Task data START
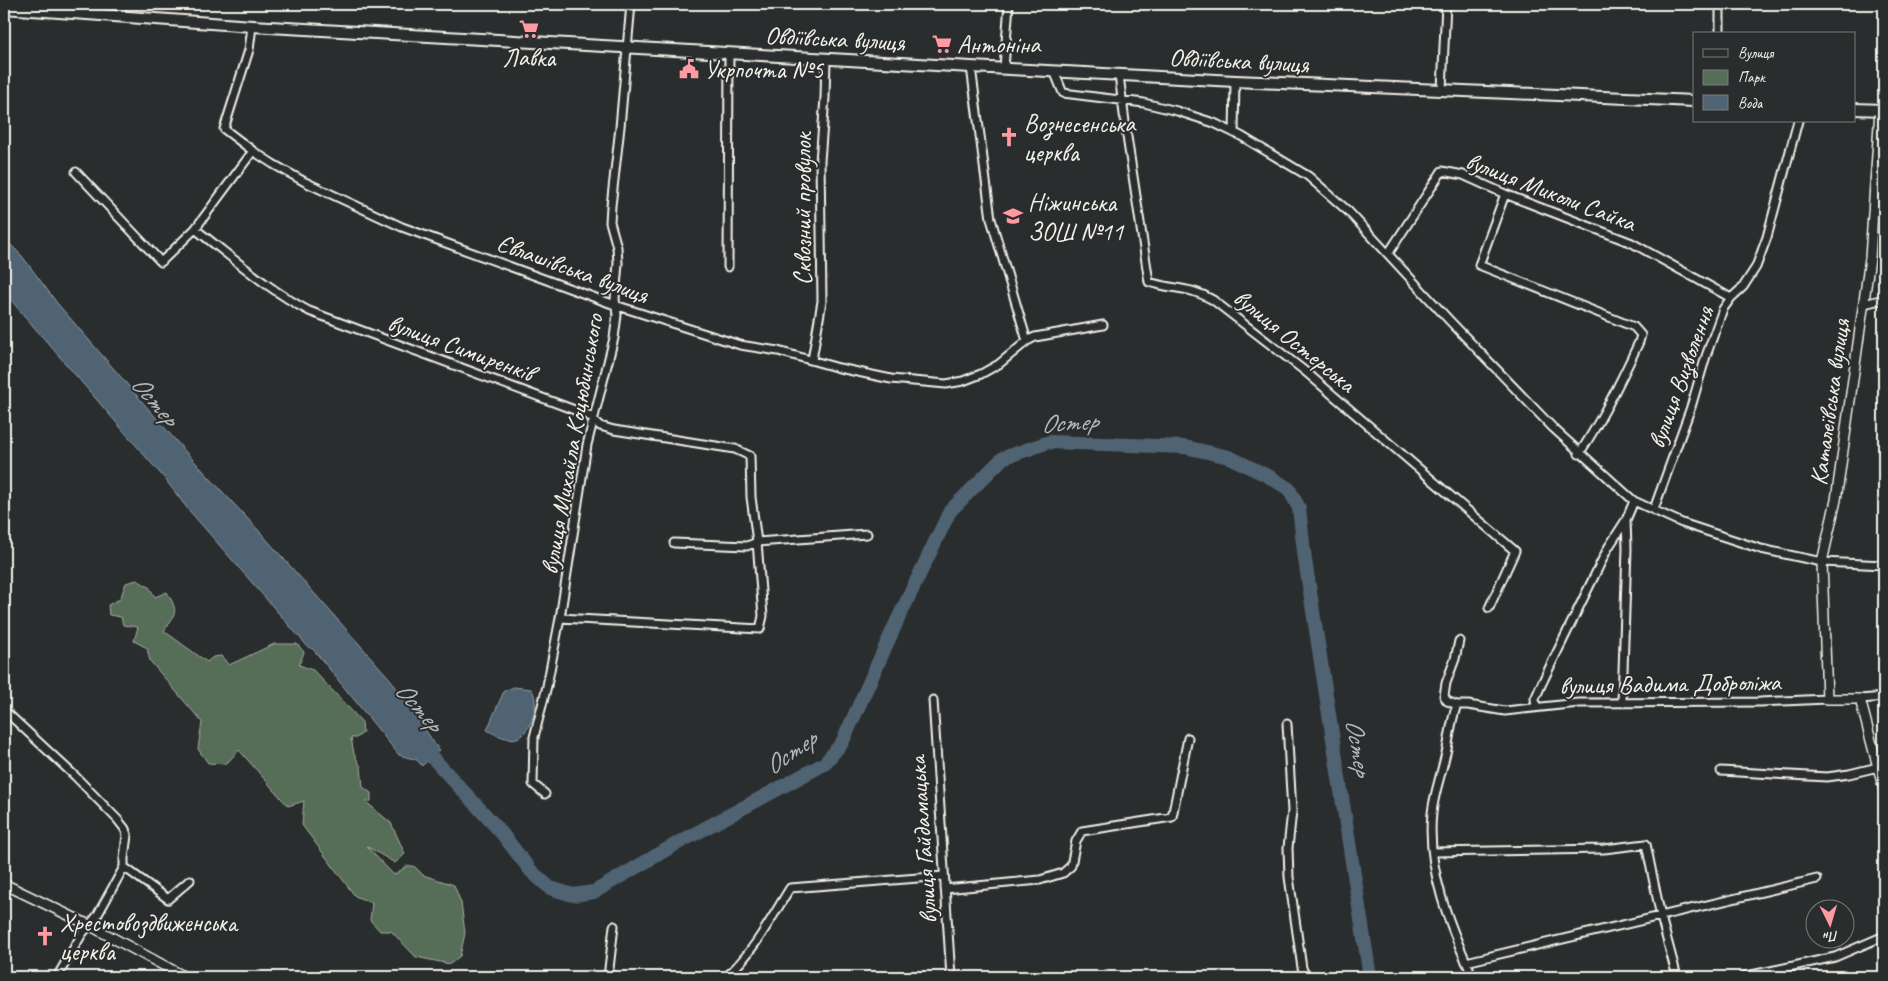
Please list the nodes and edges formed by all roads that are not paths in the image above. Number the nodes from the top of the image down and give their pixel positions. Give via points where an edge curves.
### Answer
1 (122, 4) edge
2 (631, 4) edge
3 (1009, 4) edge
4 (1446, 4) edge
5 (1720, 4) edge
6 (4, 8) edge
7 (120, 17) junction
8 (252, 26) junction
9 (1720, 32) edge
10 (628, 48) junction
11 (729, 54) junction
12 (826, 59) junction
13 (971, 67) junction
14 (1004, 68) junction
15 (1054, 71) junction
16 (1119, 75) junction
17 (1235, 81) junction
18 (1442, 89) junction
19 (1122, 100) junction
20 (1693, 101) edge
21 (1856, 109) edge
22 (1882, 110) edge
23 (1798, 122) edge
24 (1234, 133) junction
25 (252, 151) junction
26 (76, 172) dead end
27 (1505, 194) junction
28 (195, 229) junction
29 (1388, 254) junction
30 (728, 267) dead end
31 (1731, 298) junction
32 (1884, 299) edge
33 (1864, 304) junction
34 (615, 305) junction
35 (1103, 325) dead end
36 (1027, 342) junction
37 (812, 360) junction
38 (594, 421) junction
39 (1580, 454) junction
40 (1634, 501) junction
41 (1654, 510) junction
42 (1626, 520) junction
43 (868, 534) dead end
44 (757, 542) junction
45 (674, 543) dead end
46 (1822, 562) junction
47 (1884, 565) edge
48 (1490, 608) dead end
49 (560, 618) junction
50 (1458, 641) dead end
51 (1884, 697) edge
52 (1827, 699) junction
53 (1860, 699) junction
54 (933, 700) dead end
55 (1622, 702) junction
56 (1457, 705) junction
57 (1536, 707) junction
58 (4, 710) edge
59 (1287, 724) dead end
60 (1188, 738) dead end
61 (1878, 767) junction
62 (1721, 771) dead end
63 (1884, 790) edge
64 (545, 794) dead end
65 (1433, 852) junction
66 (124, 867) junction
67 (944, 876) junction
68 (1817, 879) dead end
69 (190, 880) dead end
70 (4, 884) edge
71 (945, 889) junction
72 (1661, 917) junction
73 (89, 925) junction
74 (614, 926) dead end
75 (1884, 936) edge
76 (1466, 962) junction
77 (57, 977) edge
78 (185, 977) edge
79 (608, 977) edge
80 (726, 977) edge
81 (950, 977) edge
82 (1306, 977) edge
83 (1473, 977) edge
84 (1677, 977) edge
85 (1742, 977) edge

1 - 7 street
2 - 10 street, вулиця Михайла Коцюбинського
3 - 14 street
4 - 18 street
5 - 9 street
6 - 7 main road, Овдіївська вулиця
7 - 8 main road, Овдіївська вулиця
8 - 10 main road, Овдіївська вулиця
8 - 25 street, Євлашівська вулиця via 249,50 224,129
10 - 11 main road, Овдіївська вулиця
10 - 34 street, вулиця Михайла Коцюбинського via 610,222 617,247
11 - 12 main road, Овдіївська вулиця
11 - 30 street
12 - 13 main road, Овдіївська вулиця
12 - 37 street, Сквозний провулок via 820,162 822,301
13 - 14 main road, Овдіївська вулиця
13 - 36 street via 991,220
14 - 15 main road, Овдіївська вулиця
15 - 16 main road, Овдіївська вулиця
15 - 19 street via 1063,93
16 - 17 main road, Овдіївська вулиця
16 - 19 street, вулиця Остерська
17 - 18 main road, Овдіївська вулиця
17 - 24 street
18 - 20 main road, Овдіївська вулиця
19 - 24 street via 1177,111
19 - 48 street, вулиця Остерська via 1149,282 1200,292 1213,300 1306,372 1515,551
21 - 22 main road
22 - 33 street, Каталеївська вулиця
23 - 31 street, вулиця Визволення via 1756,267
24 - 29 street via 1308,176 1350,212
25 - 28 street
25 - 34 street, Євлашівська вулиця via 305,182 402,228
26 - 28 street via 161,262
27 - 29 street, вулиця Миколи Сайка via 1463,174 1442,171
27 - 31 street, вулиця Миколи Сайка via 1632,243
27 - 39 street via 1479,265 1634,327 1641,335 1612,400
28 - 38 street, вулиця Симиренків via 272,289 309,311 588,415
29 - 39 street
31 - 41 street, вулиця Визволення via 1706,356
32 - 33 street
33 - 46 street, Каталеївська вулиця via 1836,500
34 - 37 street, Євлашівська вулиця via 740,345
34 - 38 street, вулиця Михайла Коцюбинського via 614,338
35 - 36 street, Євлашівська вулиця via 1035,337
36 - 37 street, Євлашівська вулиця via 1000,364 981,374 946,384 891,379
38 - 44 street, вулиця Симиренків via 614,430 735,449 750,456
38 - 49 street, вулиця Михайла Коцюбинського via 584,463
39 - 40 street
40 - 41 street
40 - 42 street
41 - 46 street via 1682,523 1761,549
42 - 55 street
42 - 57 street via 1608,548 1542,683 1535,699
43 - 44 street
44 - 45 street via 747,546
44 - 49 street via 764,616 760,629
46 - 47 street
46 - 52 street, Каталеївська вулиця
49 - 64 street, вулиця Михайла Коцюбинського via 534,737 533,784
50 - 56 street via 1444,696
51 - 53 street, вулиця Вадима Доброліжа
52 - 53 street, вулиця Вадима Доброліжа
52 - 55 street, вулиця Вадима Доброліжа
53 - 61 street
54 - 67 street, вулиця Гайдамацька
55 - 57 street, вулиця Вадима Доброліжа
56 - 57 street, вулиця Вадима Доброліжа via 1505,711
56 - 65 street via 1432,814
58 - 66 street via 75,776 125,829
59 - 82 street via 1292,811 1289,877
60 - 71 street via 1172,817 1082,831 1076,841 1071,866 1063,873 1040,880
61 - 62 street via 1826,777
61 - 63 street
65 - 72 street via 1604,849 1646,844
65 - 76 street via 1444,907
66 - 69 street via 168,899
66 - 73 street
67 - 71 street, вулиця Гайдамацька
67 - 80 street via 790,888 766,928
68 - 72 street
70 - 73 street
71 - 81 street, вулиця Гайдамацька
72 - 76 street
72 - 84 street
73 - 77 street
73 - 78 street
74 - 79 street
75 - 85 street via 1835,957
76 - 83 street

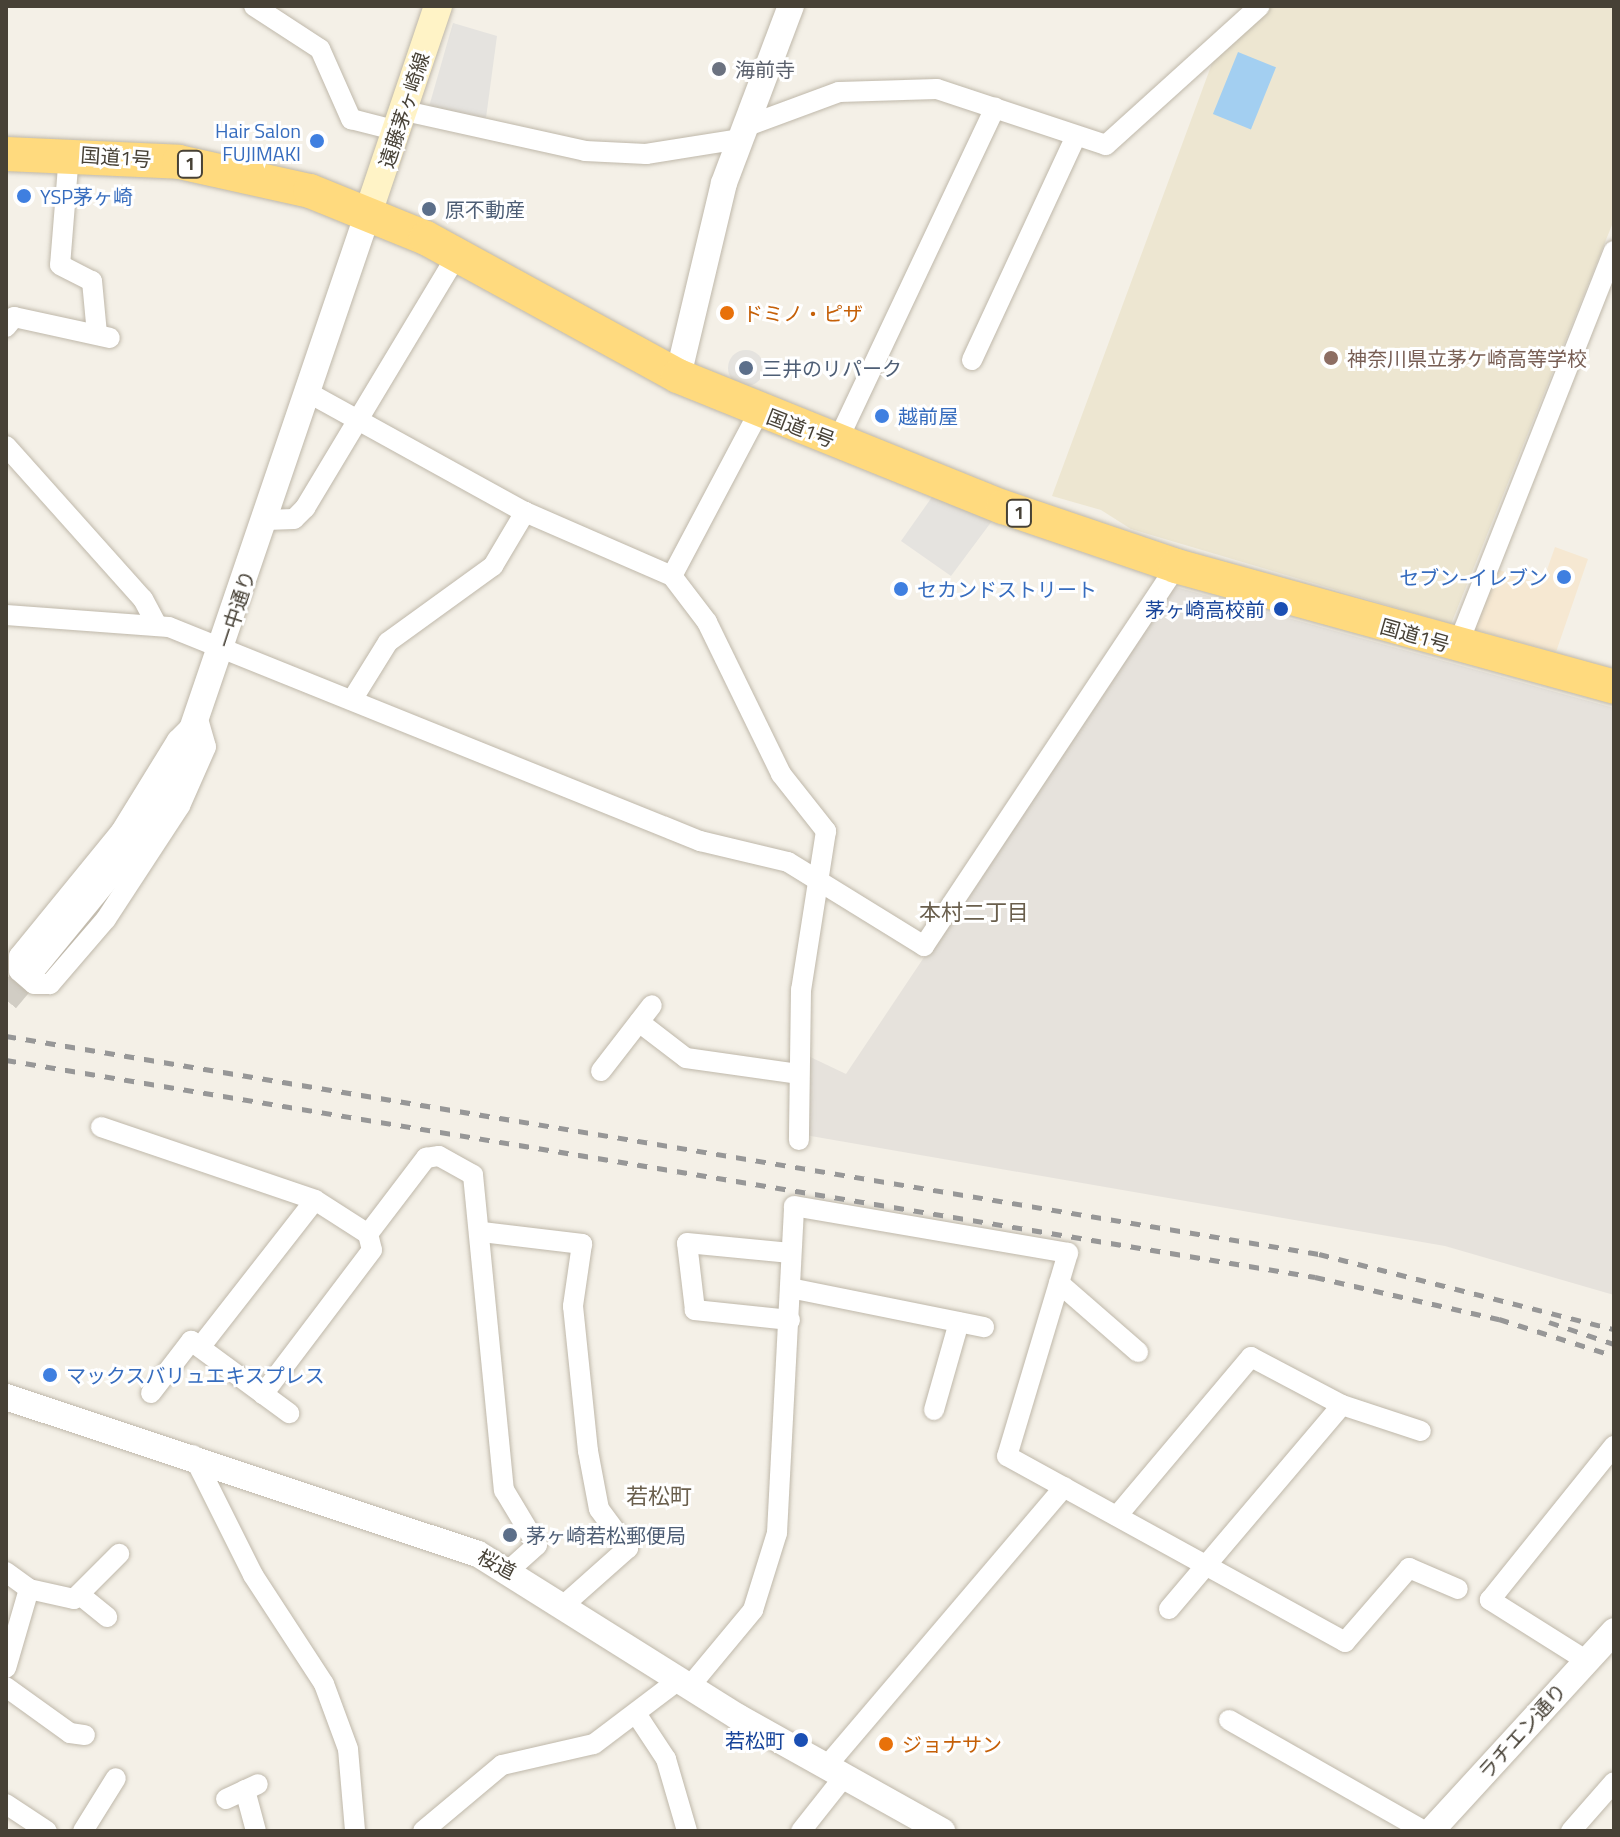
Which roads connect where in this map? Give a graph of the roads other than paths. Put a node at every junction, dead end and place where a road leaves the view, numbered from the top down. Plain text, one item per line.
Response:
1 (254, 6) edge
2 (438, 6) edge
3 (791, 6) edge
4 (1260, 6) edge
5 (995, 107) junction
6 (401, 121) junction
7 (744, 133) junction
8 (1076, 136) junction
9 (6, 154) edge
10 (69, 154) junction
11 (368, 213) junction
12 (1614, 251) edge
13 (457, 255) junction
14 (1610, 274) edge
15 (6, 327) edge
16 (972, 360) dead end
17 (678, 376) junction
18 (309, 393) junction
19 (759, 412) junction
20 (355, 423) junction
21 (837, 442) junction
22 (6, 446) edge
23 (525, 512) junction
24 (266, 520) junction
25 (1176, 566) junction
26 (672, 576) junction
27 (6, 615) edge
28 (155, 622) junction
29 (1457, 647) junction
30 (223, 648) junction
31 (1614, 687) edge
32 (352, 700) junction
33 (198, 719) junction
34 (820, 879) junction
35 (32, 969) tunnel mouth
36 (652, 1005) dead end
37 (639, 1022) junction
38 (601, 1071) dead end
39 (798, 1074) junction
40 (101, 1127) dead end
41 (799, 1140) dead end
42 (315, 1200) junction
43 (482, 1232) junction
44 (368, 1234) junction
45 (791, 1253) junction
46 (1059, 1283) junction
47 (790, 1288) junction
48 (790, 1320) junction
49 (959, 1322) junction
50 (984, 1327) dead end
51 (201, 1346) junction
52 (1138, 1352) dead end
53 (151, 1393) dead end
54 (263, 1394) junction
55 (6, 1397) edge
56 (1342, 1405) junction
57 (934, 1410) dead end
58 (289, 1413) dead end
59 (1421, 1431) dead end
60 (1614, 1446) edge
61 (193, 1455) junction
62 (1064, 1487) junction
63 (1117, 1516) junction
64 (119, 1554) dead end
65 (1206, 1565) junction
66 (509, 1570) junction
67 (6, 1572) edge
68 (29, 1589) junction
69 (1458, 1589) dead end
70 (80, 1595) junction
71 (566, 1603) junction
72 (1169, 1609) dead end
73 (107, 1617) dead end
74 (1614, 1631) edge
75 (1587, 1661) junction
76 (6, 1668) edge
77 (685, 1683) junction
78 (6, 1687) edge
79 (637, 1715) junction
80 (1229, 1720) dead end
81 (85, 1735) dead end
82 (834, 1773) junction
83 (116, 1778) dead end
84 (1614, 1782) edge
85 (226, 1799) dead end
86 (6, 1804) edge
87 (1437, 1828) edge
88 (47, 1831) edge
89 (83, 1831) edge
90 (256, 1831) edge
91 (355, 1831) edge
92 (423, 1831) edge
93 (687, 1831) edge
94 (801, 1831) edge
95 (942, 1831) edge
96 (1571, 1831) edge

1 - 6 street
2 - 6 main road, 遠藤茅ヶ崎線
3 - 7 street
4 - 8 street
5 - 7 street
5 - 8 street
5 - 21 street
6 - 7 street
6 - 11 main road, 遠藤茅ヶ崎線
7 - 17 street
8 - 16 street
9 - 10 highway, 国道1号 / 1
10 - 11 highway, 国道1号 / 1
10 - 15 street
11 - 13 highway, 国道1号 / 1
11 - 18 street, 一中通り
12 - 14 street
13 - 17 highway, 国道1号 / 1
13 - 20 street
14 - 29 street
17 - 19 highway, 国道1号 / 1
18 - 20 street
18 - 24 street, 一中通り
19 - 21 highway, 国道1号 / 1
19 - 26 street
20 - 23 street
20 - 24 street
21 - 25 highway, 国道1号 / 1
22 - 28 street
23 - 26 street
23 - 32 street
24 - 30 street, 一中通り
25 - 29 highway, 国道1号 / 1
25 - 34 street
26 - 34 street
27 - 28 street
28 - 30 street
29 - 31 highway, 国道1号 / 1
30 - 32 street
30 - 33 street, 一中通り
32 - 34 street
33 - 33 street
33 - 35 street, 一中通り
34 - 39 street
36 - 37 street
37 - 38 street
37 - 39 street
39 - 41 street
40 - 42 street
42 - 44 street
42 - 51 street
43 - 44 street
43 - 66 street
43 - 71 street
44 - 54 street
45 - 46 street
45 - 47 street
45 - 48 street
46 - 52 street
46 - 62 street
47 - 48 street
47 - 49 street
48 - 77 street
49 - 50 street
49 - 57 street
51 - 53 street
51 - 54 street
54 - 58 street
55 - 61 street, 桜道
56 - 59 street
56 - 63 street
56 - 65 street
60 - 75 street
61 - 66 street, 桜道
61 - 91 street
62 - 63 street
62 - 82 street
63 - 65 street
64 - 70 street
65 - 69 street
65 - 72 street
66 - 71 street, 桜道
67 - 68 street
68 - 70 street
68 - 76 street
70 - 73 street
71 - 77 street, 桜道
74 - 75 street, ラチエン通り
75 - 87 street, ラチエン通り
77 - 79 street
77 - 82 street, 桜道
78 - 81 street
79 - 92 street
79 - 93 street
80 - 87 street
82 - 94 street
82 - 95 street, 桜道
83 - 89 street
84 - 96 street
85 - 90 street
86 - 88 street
Task data END
Requirement.
Which of the lines in the material above contain "Михайла"? Copy each one out.

Result for this task.
2 - 10 street, вулиця Михайла Коцюбинського
10 - 34 street, вулиця Михайла Коцюбинського via 610,222 617,247
34 - 38 street, вулиця Михайла Коцюбинського via 614,338
38 - 49 street, вулиця Михайла Коцюбинського via 584,463
49 - 64 street, вулиця Михайла Коцюбинського via 534,737 533,784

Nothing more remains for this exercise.